> ASSIGNED TASK
I need all the entries repeated exactly as written.

> Stored items
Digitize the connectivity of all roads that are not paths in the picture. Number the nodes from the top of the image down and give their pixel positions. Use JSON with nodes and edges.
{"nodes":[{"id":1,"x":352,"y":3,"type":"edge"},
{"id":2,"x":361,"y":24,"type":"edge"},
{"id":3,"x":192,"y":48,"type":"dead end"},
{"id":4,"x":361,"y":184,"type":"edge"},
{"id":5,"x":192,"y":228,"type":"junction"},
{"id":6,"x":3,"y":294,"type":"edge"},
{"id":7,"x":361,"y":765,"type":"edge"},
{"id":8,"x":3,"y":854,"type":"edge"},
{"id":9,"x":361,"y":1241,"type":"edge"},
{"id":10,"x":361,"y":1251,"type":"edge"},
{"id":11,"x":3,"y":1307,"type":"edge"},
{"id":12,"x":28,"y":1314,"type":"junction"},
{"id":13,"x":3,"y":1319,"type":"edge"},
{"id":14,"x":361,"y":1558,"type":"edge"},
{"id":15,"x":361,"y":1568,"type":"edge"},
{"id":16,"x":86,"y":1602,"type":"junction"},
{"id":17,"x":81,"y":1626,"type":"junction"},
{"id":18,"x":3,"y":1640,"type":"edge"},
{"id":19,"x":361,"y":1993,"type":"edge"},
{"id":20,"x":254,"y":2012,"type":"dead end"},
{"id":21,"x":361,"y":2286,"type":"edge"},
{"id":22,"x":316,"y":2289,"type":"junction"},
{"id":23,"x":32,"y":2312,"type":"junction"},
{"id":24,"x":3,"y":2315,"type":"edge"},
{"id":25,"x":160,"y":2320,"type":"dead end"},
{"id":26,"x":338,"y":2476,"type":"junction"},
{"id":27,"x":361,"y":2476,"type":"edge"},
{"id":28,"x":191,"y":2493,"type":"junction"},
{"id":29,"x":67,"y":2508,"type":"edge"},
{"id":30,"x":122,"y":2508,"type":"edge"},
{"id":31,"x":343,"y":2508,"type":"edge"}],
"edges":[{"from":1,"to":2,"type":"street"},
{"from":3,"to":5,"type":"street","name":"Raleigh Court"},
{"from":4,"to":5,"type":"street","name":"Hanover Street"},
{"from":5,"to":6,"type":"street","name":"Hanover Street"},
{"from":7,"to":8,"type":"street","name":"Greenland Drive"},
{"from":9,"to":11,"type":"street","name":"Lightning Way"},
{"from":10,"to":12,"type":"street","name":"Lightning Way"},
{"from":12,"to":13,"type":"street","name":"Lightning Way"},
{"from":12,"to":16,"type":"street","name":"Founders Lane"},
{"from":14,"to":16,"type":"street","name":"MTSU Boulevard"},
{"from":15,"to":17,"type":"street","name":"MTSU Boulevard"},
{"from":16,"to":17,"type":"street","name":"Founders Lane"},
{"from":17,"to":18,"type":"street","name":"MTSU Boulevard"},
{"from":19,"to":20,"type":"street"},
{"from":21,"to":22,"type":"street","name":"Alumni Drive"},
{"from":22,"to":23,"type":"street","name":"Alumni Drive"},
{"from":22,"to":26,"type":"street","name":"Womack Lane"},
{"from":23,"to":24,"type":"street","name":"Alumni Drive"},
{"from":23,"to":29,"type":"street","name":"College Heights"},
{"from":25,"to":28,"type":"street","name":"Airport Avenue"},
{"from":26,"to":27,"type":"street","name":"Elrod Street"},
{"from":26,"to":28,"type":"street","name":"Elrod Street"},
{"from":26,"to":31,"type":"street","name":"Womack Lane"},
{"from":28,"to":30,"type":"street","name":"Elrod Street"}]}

> OUTPUT BELOW
Digitize the connectivity of all roads that are not paths in the picture. Number the nodes from the top of the image down and give their pixel positions. Use JSON with nodes and edges.
{"nodes":[{"id":1,"x":352,"y":3,"type":"edge"},
{"id":2,"x":361,"y":24,"type":"edge"},
{"id":3,"x":192,"y":48,"type":"dead end"},
{"id":4,"x":361,"y":184,"type":"edge"},
{"id":5,"x":192,"y":228,"type":"junction"},
{"id":6,"x":3,"y":294,"type":"edge"},
{"id":7,"x":361,"y":765,"type":"edge"},
{"id":8,"x":3,"y":854,"type":"edge"},
{"id":9,"x":361,"y":1241,"type":"edge"},
{"id":10,"x":361,"y":1251,"type":"edge"},
{"id":11,"x":3,"y":1307,"type":"edge"},
{"id":12,"x":28,"y":1314,"type":"junction"},
{"id":13,"x":3,"y":1319,"type":"edge"},
{"id":14,"x":361,"y":1558,"type":"edge"},
{"id":15,"x":361,"y":1568,"type":"edge"},
{"id":16,"x":86,"y":1602,"type":"junction"},
{"id":17,"x":81,"y":1626,"type":"junction"},
{"id":18,"x":3,"y":1640,"type":"edge"},
{"id":19,"x":361,"y":1993,"type":"edge"},
{"id":20,"x":254,"y":2012,"type":"dead end"},
{"id":21,"x":361,"y":2286,"type":"edge"},
{"id":22,"x":316,"y":2289,"type":"junction"},
{"id":23,"x":32,"y":2312,"type":"junction"},
{"id":24,"x":3,"y":2315,"type":"edge"},
{"id":25,"x":160,"y":2320,"type":"dead end"},
{"id":26,"x":338,"y":2476,"type":"junction"},
{"id":27,"x":361,"y":2476,"type":"edge"},
{"id":28,"x":191,"y":2493,"type":"junction"},
{"id":29,"x":67,"y":2508,"type":"edge"},
{"id":30,"x":122,"y":2508,"type":"edge"},
{"id":31,"x":343,"y":2508,"type":"edge"}],
"edges":[{"from":1,"to":2,"type":"street"},
{"from":3,"to":5,"type":"street","name":"Raleigh Court"},
{"from":4,"to":5,"type":"street","name":"Hanover Street"},
{"from":5,"to":6,"type":"street","name":"Hanover Street"},
{"from":7,"to":8,"type":"street","name":"Greenland Drive"},
{"from":9,"to":11,"type":"street","name":"Lightning Way"},
{"from":10,"to":12,"type":"street","name":"Lightning Way"},
{"from":12,"to":13,"type":"street","name":"Lightning Way"},
{"from":12,"to":16,"type":"street","name":"Founders Lane"},
{"from":14,"to":16,"type":"street","name":"MTSU Boulevard"},
{"from":15,"to":17,"type":"street","name":"MTSU Boulevard"},
{"from":16,"to":17,"type":"street","name":"Founders Lane"},
{"from":17,"to":18,"type":"street","name":"MTSU Boulevard"},
{"from":19,"to":20,"type":"street"},
{"from":21,"to":22,"type":"street","name":"Alumni Drive"},
{"from":22,"to":23,"type":"street","name":"Alumni Drive"},
{"from":22,"to":26,"type":"street","name":"Womack Lane"},
{"from":23,"to":24,"type":"street","name":"Alumni Drive"},
{"from":23,"to":29,"type":"street","name":"College Heights"},
{"from":25,"to":28,"type":"street","name":"Airport Avenue"},
{"from":26,"to":27,"type":"street","name":"Elrod Street"},
{"from":26,"to":28,"type":"street","name":"Elrod Street"},
{"from":26,"to":31,"type":"street","name":"Womack Lane"},
{"from":28,"to":30,"type":"street","name":"Elrod Street"}]}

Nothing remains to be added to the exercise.